History
A brief history of safe motherhood
In 1985 Rosenfield and Maine wrote a highly influential paper that galvanised interest and put the issue of maternal mortality on the international health policy agenda:
| Rosenfield, A. & Maine, D. (1985) Maternal mortality-a neglected tragedy: where is the M in MCH? Lancet; ii: 83-85 |
They argued that maternal and child health (MCH) programmes focused almost exclusively on child health, assuming that “whatever is good for the child is good for the mother”.
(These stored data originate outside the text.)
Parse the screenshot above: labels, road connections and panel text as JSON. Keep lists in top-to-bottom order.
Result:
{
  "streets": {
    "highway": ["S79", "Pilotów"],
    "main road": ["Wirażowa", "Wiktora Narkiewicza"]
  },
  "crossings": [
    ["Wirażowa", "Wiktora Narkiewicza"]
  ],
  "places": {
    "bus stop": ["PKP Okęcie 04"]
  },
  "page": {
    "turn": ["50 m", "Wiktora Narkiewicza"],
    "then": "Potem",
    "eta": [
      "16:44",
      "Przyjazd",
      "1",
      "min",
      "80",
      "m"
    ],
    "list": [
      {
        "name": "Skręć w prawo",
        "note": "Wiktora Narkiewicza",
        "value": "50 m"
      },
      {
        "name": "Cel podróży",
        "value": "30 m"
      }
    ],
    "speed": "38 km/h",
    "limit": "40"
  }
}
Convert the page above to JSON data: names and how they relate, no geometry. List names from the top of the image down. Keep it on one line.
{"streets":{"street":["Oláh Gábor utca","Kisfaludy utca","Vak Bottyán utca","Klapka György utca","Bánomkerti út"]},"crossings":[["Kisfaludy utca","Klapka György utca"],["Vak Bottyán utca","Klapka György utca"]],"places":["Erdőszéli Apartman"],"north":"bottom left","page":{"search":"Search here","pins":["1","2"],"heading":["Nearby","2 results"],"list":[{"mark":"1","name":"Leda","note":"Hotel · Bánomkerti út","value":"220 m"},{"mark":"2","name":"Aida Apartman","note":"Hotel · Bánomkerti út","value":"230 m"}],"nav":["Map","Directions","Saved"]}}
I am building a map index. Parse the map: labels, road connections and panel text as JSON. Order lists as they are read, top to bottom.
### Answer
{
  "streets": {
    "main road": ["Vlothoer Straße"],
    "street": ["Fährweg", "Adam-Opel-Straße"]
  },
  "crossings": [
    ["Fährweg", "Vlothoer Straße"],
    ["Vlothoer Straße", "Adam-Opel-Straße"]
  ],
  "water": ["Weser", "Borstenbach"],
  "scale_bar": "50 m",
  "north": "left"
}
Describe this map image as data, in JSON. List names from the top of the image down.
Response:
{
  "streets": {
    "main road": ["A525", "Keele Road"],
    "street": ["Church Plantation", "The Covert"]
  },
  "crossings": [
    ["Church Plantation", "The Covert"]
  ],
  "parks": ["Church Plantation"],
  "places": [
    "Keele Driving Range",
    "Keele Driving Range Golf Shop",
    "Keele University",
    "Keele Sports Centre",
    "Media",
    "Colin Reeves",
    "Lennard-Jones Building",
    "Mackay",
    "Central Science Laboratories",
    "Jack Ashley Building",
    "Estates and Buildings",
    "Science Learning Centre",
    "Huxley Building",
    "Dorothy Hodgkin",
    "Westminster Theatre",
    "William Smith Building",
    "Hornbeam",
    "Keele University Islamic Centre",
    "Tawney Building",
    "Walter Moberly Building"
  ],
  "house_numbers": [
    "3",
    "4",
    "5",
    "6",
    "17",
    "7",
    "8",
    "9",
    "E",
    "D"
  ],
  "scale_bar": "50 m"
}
The first international conference devoted to maternal mortality (Safe Motherhood Conference, Nairobi, Kenya, 10-13 February 1987) was sponsored by the World Bank, WHO, and UNFPA and led to the launch of the Safe Motherhood Initiative (SMI).
International agencies involved in the SMI coalition included five UN agencies (WHO, UNDP, World Bank, UNFPA, and UNICEF) and two NGOs (the Population Council and IPPF). Family Care International, another NGO, also came to be involved in organising the first national conferences on safe motherhood and was the secretariat for the programme.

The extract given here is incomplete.